Cuisiner peut être un excellent exercice de relaxation, à condition d’être aux fourneaux dans les bonnes dispositions d’esprit et de respecter deux règles importantes.
Si vous lisez régulièrement cette chronique, vous avez peut-être remarqué que j’évalue toujours les différentes méthodes de relaxation du point de vue de leur facilité de mise en pratique et de leur compatibilité avec la vie quotidienne. Ou, pour parler en tant que mari et père de deux enfants, de leur compatibilité avec la vie familiale. En effet, même si barboter dans une piscine d’eau salée sur le Bürgenstock après une journée de travail est incontestablement très relaxant, cela ne constitue une solution durable que pour une très petite minorité de modèles familiaux, sans parler du budget nécessaire.
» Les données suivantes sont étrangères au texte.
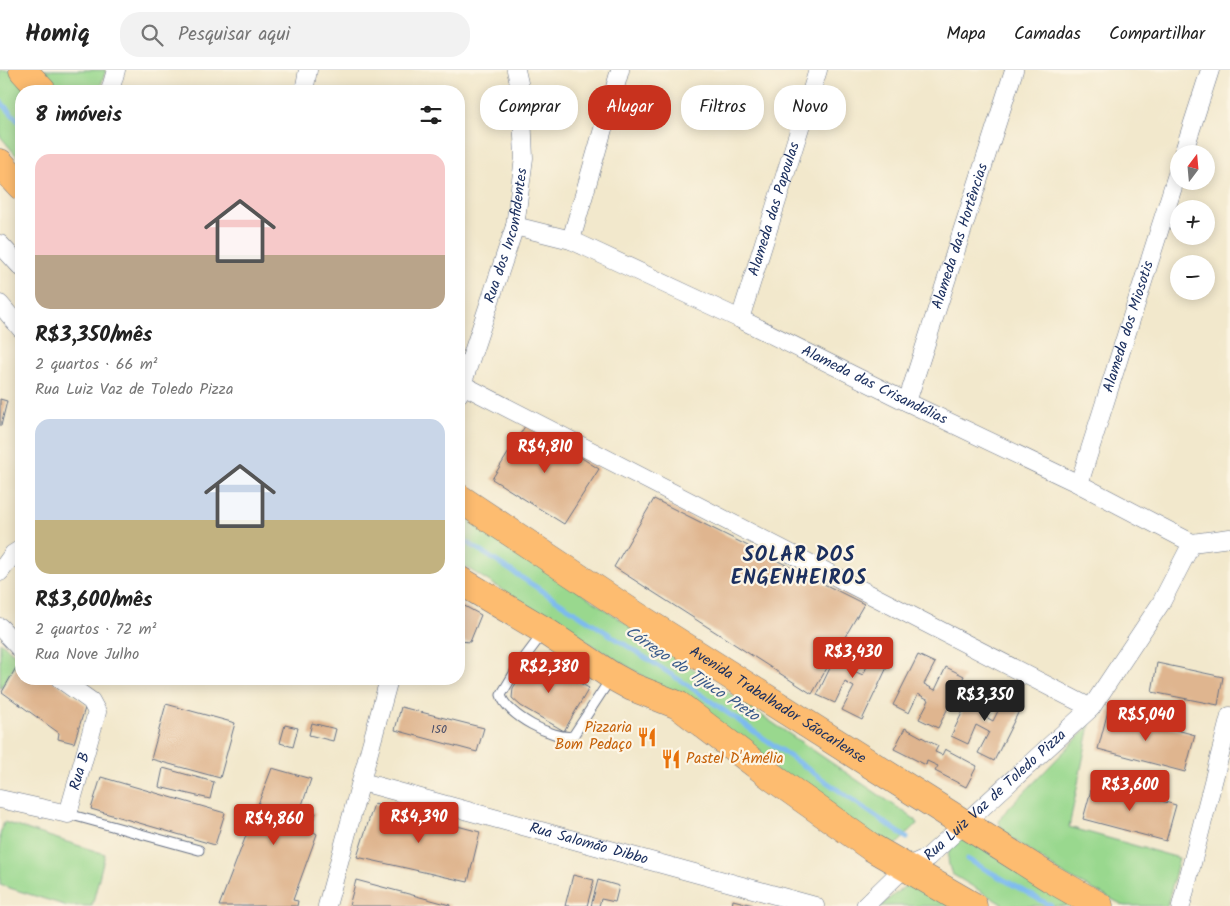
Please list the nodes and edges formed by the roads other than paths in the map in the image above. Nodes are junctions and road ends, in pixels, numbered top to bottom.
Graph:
1 (23, 70) edge
2 (116, 70) edge
3 (308, 70) edge
4 (516, 70) edge
5 (620, 70) edge
6 (818, 70) edge
7 (1014, 70) edge
8 (1210, 70) edge
9 (37, 85) edge
10 (112, 85) edge
11 (305, 85) edge
12 (1186, 145) edge
13 (0, 163) edge
14 (15, 179) edge
15 (1172, 190) edge
16 (515, 226) junction
17 (570, 240) junction
18 (0, 244) edge
19 (15, 260) edge
20 (0, 304) edge
21 (740, 319) junction
22 (15, 322) edge
23 (465, 378) edge
24 (465, 392) edge
25 (906, 402) junction
26 (1079, 484) junction
27 (465, 502) edge
28 (1230, 538) edge
29 (1192, 542) junction
30 (15, 553) edge
31 (0, 572) edge
32 (465, 584) edge
33 (0, 627) edge
34 (545, 631) junction
35 (15, 643) edge
36 (612, 676) junction
37 (68, 685) edge
38 (387, 685) edge
39 (1091, 708) junction
40 (1230, 716) edge
41 (362, 782) junction
42 (0, 799) edge
43 (68, 814) junction
44 (963, 823) junction
45 (199, 850) dead end
46 (904, 868) junction
47 (327, 906) edge
48 (815, 906) edge
49 (865, 906) edge
50 (973, 906) edge
51 (1099, 906) edge
52 (1181, 906) edge

1 - 9 main road
2 - 10 street
3 - 11 street
4 - 16 street, Rua dos Inconfidentes
5 - 17 street
6 - 21 street, Alameda das Papoulas
7 - 25 street, Alameda das Hortências
8 - 12 street
13 - 14 main road
15 - 26 street, Alameda dos Miosotis
16 - 17 street, Alameda das Crisandálias
16 - 23 street, Rua dos Inconfidentes
17 - 21 street, Alameda das Crisandálias
18 - 19 street
20 - 22 street
21 - 25 street, Alameda das Crisandálias
24 - 39 street
25 - 26 street, Alameda das Crisandálias
26 - 29 street, Alameda das Crisandálias
27 - 44 main road, Avenida Trabalhador Sãocarlense
28 - 29 street
29 - 39 street, Rua Luiz Vaz de Toledo Pizza
30 - 31 street
32 - 34 main road
33 - 35 street
34 - 36 main road
34 - 36 lane
36 - 46 main road
37 - 43 street, Rua B
38 - 41 street
39 - 44 street, Rua Luiz Vaz de Toledo Pizza
40 - 52 street
41 - 47 street
41 - 48 street, Rua Salomão Dibbo
42 - 43 street
43 - 45 lane
44 - 46 street, Rua Luiz Vaz de Toledo Pizza
44 - 51 main road, Avenida Trabalhador Sãocarlense
46 - 49 street, Rua Luiz Vaz de Toledo Pizza
46 - 50 main road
Parmi les activités me permettant de véritablement décrocher et de me relaxer sans pour autant me comporter de façon complètement asociale («Hors d’ici, je fais du yoga!»), figure la cuisine. On se concentre sur quelque chose de bien concret (ce qui est l’essence de toutes les méthodes de relaxation), sans pour autant s’isoler du reste de la famille. Au contraire: on est au milieu d’elle, avec comme seul souci de régaler ses papilles, ce qui rapporte des points de bonus en nombre proportionnel à ses talents culinaires. On peut en tout cas constater que cuisiner est à bien des égards gratifiant.
Cependant, il s’agit ici de respecter deux règles. Premièrement: cuisiner est d’autant plus relaxant que la durée des préparatifs est de beaucoup supérieure à celle de la confection du plat proprement dite. Comprenez que si l’on veut décrocher et se détendre devant les fourneaux, il faut choisir une recette caractérisée au départ par des étapes fastidieuses, mais qui se réalise presque toute seule ensuite. Le Pho Bo de nos collègues de Migusto en est un bon exemple: la demi-heure passée à hacher des oignons, à presser de l’ail, à râper du gingembre, à presser des citrons verts et à couper de la viande en filets, est un merveilleux moment pour avoir une conversation à bâtons rompus, boire une bière ou écouter la radio. Ensuite, il ne s’agit plus que d’introduire les différents ingrédients dans la casserole au bon moment. Difficile de faire plus relaxant. (Poursuivez votre lecture ci-dessous...)
Deuxième règle: pas d’invités. Ne compliquez pas inutilement les choses. Sinon, le voisin vous révèlera à coup sûr son intolérance au gluten juste au moment où l’eau des pâtes bouillonnera, où le four bipera et où un enfant aura avalé de travers un biscuit apéritif. Dans ce cas, adieu la détente. Limitez-vous donc plutôt à un cercle restreint.
Troisième et dernière règle: voyez la cuisine comme un exercice de relaxation. Restez détendu(e) si vous constatez que les framboises que vous venez d’acheter sont moisies en dessous, que le four n’a pas chauffé car vous avez, une fois de plus, seulement réglé la température et non l’apport de chaleur, ou que les enfants ont simultanément envie d’aller faire pipi au moment précis où le plat fumant arrive sur la table. Pensez à John Steinbeck, qui a formulé cela avec beaucoup de pertinence: «L’art de se reposer fait partie de l’art de travailler.»